Uluğ to Explore Solidarity Experiences Among Activists, Academics for Peace in Turkey

Özden Melis Uluğ
Özden Melis Uluğ

Özden Melis Uluğ, a post-doctoral researcher in the Psychology of Peace and Violence Program, will deliver a talk titled “Solidarity is the kindness between peoples: An exploration of solidarity experiences among activists and academics for peace in Turkey” on Thursday, Nov. 17 at noon in Commonwealth Honors College Events Hall 160 East.

This program, which is part of the Interdisciplinary Seminar on Conflict and Violence, is open to everyone. Refreshments will be served.

Uluğ holds a bachelor’s major in psychology and a minor in studies in politics from Middle East Technical University in Turkey. She received her master’s in political psychology with distinction from Queen’s University Belfast in Northern Ireland and her doctorate in psychology from Jacobs University Bremen in Germany.

She focused on the socially shared conflict understandings among different segments of society (e.g., politicians, scholars and journalists, and lay people) in the context of the Kurdish conflict in Turkey. Uluğ has also conducted follow-up studies to understand the role of intergroup contact in different status groups on conflict understandings and peace-related outcomes, such as attitudes toward reconciliation and peace.
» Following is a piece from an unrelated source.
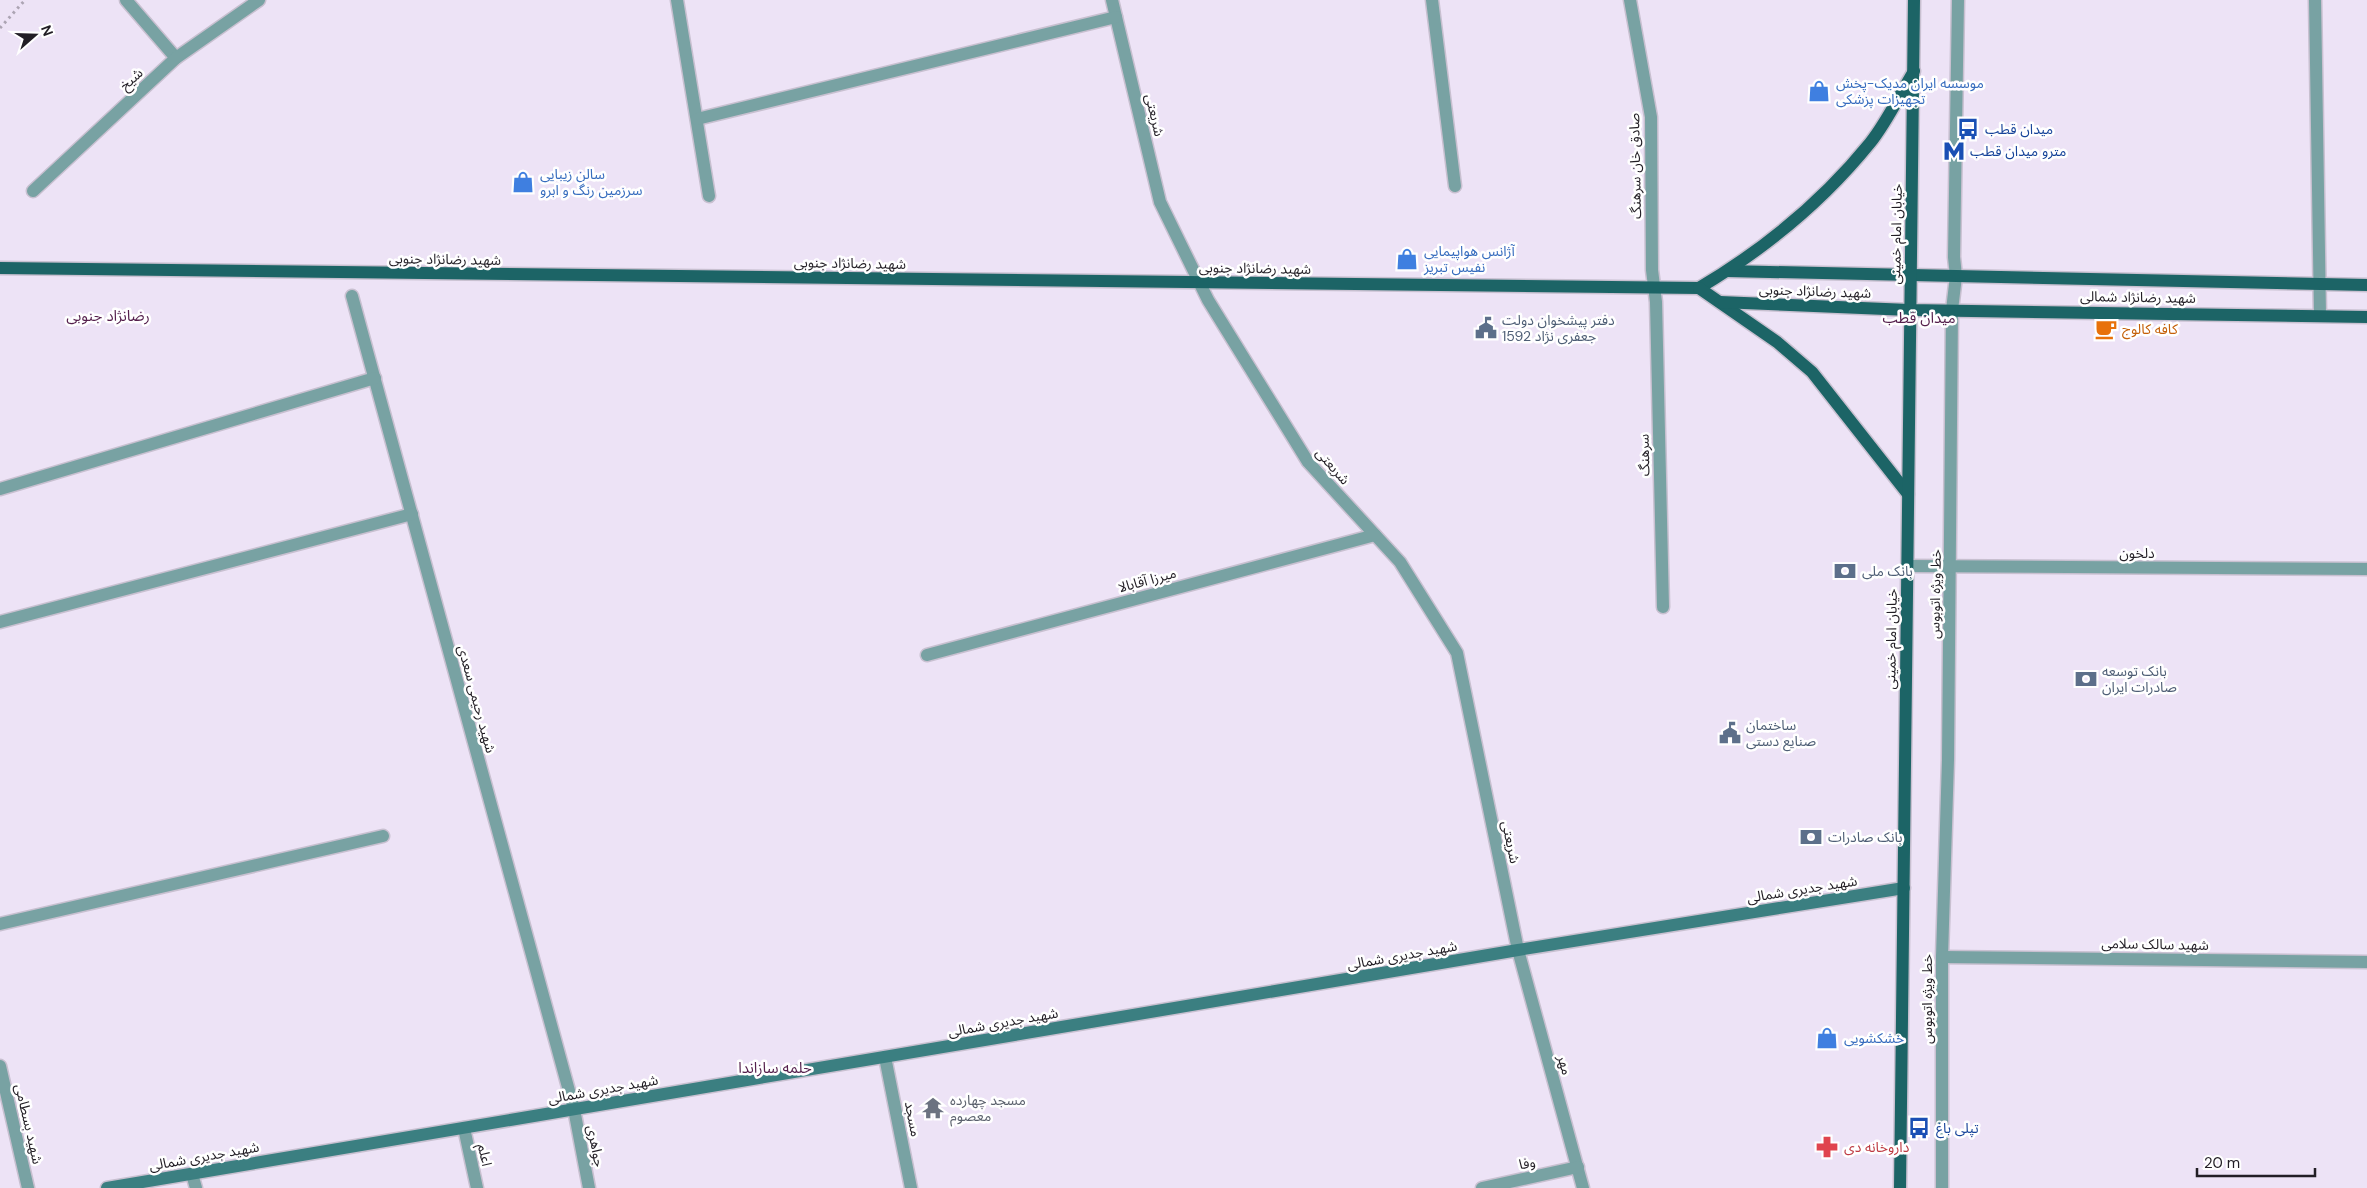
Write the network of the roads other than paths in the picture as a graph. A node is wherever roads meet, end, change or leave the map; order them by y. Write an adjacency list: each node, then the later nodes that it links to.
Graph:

In addition to intergroup conflict, reconciliation and peace, her research interests include collective action and solidarity between disadvantaged groups. She has recently conducted both qualitative and quantitative studies on protestors’ motivations and their solidarity experiences in the context of Gezi Park protests in 2013 in Turkey. She expects to conduct more research on how disadvantaged groups such as women and blacks experience contact with the advantaged groups in the context of protests and activism in the U.S.

The first part of the talk will be devoted to a discussion on the solidarity dynamics among the activists in the Gezi Park protests. Uluğ seeks to show that the Gezi Park protests functioned as an intergroup phenomenon that required the cooperation of a number of disadvantaged groups in solidarity to bring about social change. Also, in close relation to solidarity theme, the second part of the talk will be devoted to political solidarity among “Academics for Peace.” She will discuss how a network of solidarity at the national and international level might bring about change that would benefit disadvantaged groups.